WHAT YOU HAVE TO DO »
Down to the last line below, repeat the entries word for word and drop the pictures.

** DATA EXTRACTS follows **

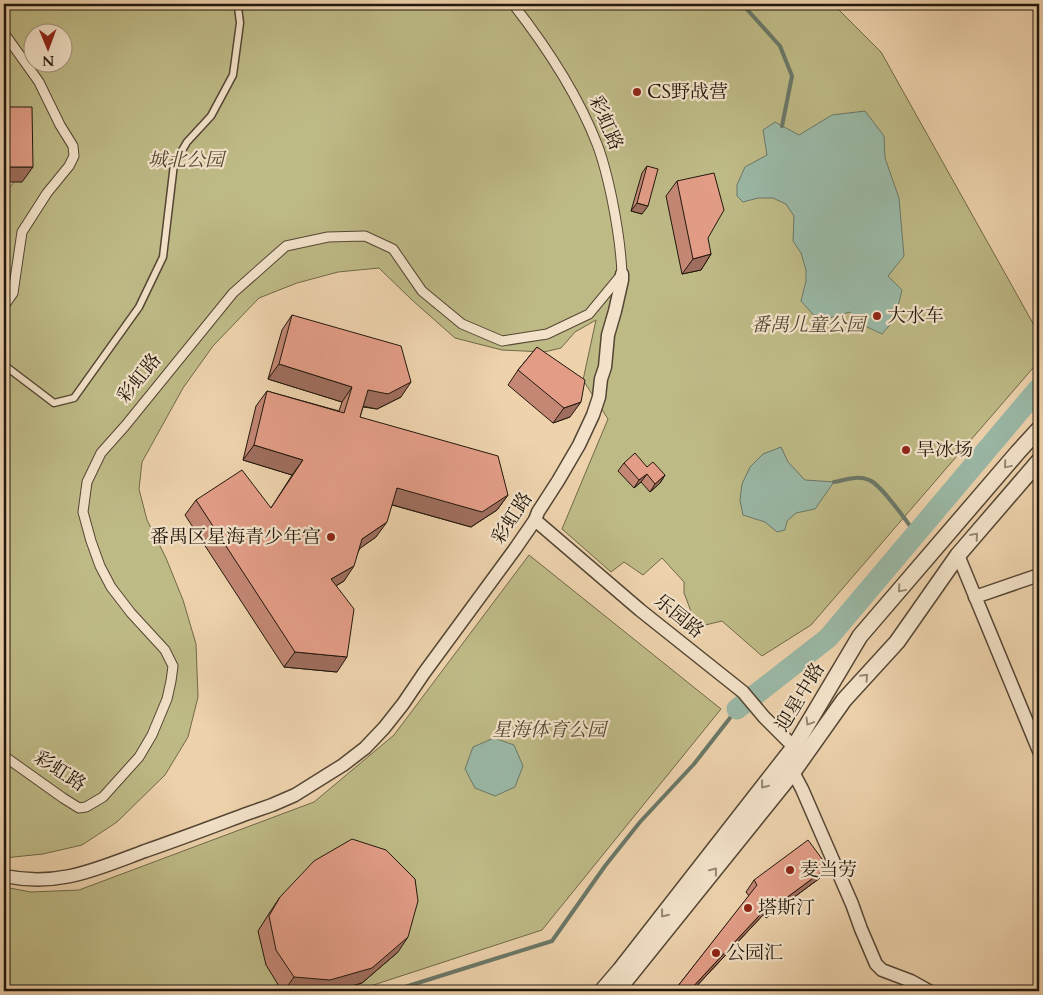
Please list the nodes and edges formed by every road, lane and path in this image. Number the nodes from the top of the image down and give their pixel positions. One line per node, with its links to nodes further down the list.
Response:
1 (236, 4): 6 (lane)
2 (514, 4): 4 (street, 彩虹路)
3 (4, 32): 5 (street)
4 (622, 274): 10 (street, 彩虹路); 16 (street, 彩虹路)
5 (4, 306)
6 (4, 365)
7 (1039, 429): 14 (street, 迎星中路, one-way to 14)
8 (1036, 466): 9 (lane); 11 (street, 迎星中路, one-way to 8)
9 (1039, 484)
10 (535, 520): 14 (street, 乐园路); 18 (street, 彩虹路)
11 (958, 555): 13 (street); 17 (street, 迎星中路, one-way to 11)
12 (1039, 575): 13 (street)
13 (975, 597): 15 (street)
14 (794, 747): 17 (street, 迎星中路)
15 (1039, 751)
16 (4, 756)
17 (788, 766): 19 (street, 迎星中路, one-way to 17); 20 (street, 迎星中路, one-way to 20); 22 (street)
18 (4, 876)
19 (626, 984): 21 (street, 迎星中路)
20 (602, 991)
21 (617, 991)
22 (929, 991)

** End of DATA EXTRACTS **

RESPONSE BELOW »
Please list the nodes and edges formed by every road, lane and path in this image. Number the nodes from the top of the image down and give their pixel positions. One line per node, with its links to nodes further down the list.
Response:
1 (236, 4): 6 (lane)
2 (514, 4): 4 (street, 彩虹路)
3 (4, 32): 5 (street)
4 (622, 274): 10 (street, 彩虹路); 16 (street, 彩虹路)
5 (4, 306)
6 (4, 365)
7 (1039, 429): 14 (street, 迎星中路, one-way to 14)
8 (1036, 466): 9 (lane); 11 (street, 迎星中路, one-way to 8)
9 (1039, 484)
10 (535, 520): 14 (street, 乐园路); 18 (street, 彩虹路)
11 (958, 555): 13 (street); 17 (street, 迎星中路, one-way to 11)
12 (1039, 575): 13 (street)
13 (975, 597): 15 (street)
14 (794, 747): 17 (street, 迎星中路)
15 (1039, 751)
16 (4, 756)
17 (788, 766): 19 (street, 迎星中路, one-way to 17); 20 (street, 迎星中路, one-way to 20); 22 (street)
18 (4, 876)
19 (626, 984): 21 (street, 迎星中路)
20 (602, 991)
21 (617, 991)
22 (929, 991)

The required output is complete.